=== DATA EXTRACT ===

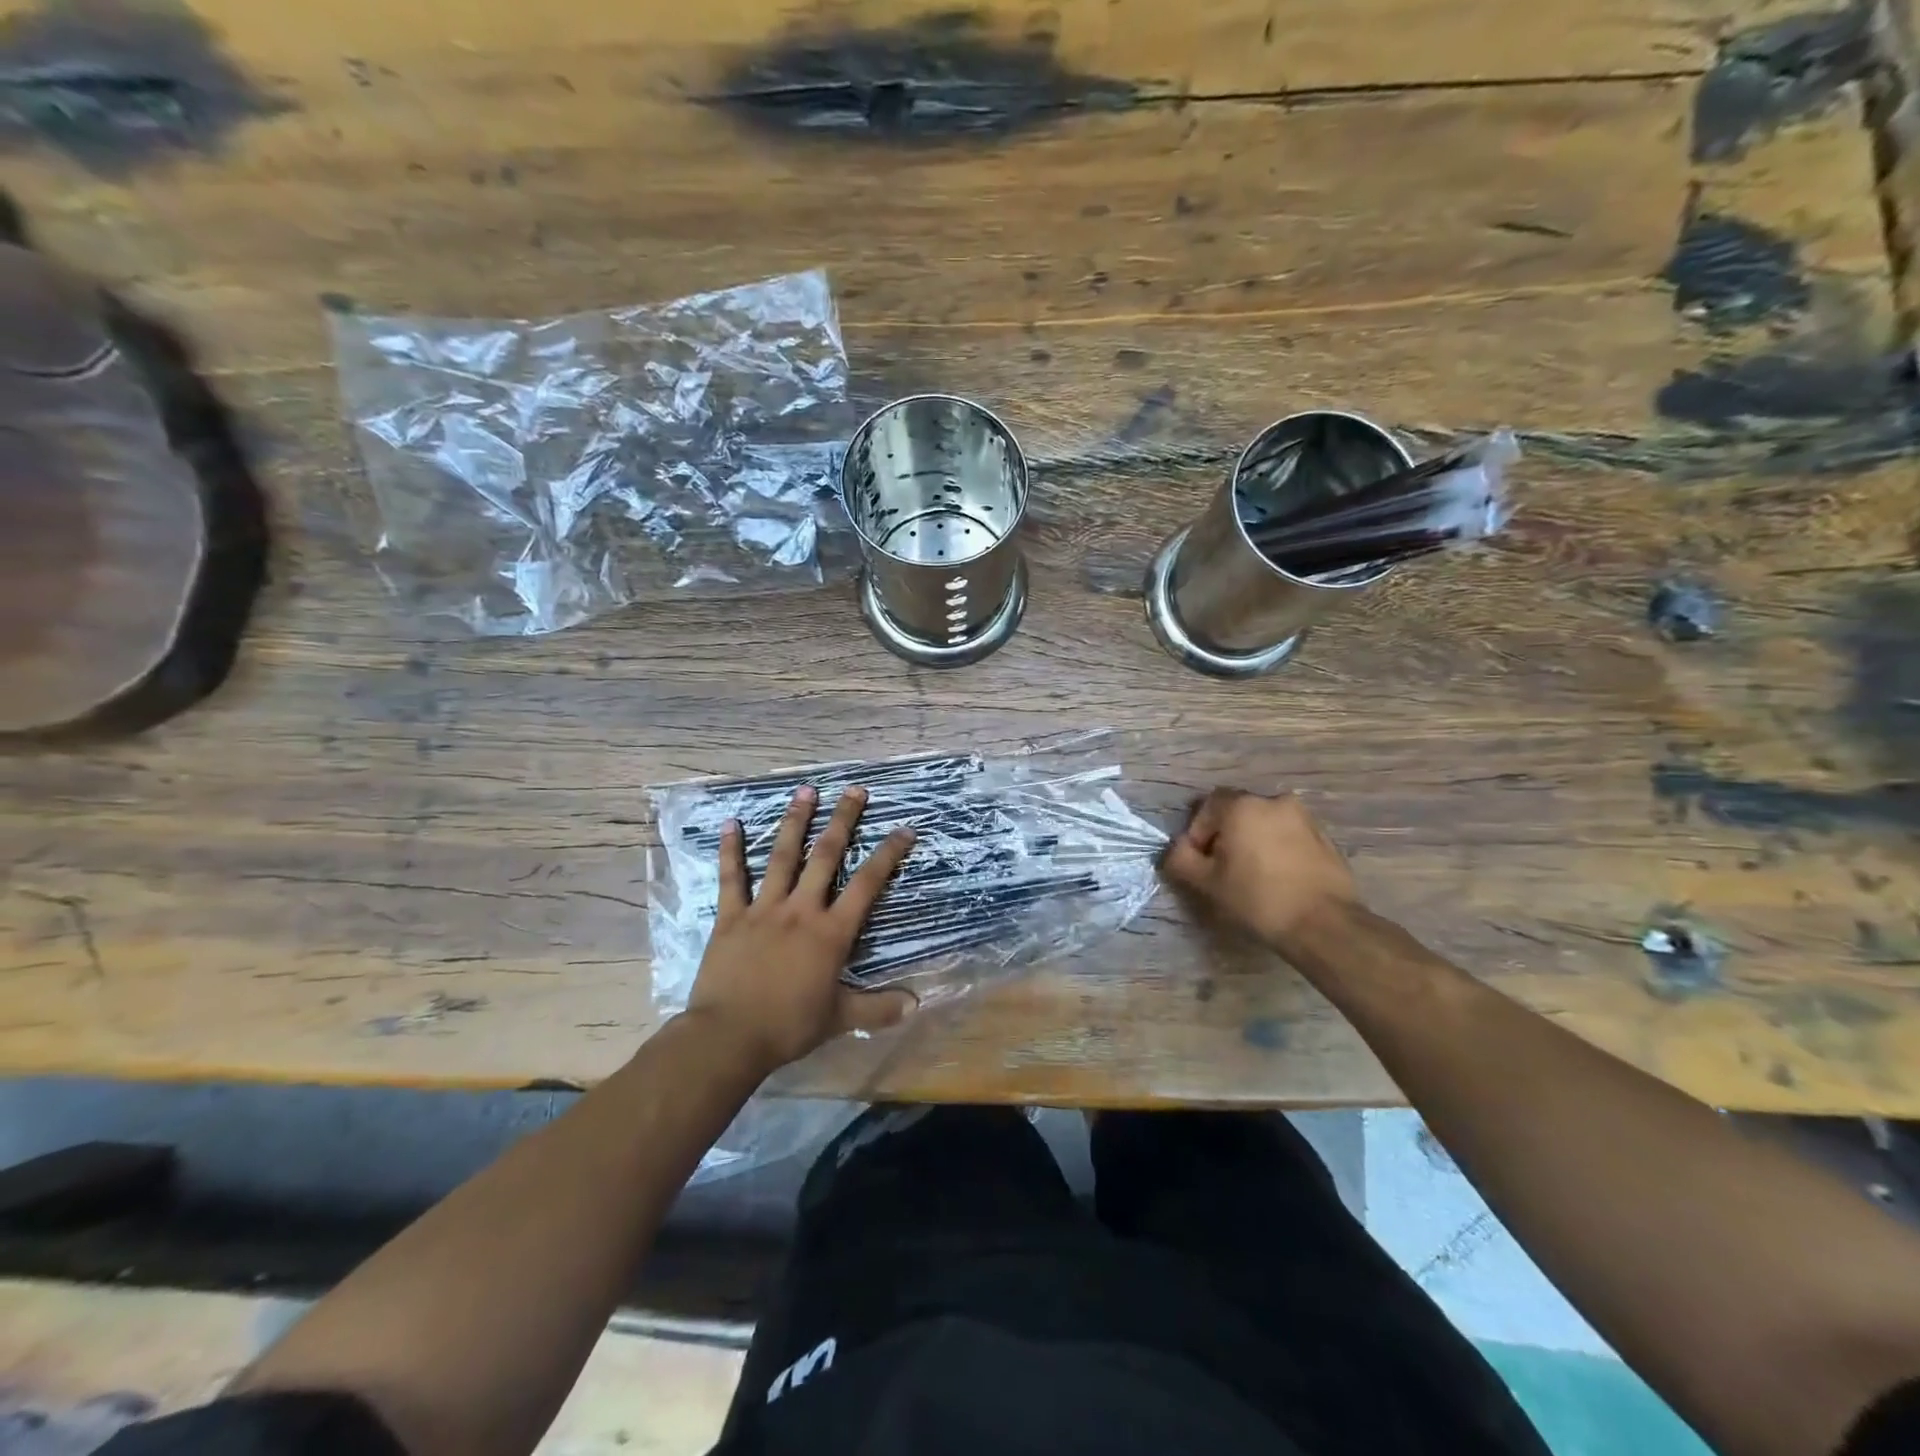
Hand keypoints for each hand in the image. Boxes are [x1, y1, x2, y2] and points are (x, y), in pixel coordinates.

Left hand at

===
=== DATA EXTRACT ===

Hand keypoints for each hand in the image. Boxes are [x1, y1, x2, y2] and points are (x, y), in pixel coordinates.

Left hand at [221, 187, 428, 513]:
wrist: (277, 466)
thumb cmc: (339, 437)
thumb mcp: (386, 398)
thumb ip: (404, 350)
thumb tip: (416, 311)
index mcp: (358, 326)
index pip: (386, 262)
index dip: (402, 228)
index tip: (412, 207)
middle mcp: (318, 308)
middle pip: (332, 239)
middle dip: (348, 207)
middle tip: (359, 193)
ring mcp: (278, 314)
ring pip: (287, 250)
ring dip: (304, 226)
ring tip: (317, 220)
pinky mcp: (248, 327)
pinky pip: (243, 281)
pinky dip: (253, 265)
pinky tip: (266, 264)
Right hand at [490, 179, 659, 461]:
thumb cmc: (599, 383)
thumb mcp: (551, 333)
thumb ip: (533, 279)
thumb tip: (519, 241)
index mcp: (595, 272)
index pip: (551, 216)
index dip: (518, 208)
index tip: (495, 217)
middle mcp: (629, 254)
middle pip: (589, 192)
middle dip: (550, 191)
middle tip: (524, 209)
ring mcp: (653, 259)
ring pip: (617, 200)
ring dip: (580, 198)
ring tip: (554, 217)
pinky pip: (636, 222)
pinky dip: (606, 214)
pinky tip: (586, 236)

===

Working from the material above, retype exactly the lines from the one with "ring tip: (317, 220)" through the one with "middle pip: (589, 192)", both included, and only those lines.

> [WRITTEN ANSWER]:
ring tip: (317, 220)
pinky mcp: (248, 327)
pinky pip: (243, 281)
pinky dip: (253, 265)
pinky tip: (266, 264)
Right hand at [490, 179, 659, 461]:
thumb cmc: (599, 383)
thumb mcp: (551, 333)
thumb ip: (533, 279)
thumb tip: (519, 241)
index mcp: (595, 272)
index pip: (551, 216)
index dip: (518, 208)
index tip: (495, 217)
middle mcp: (629, 254)
middle pip: (589, 192)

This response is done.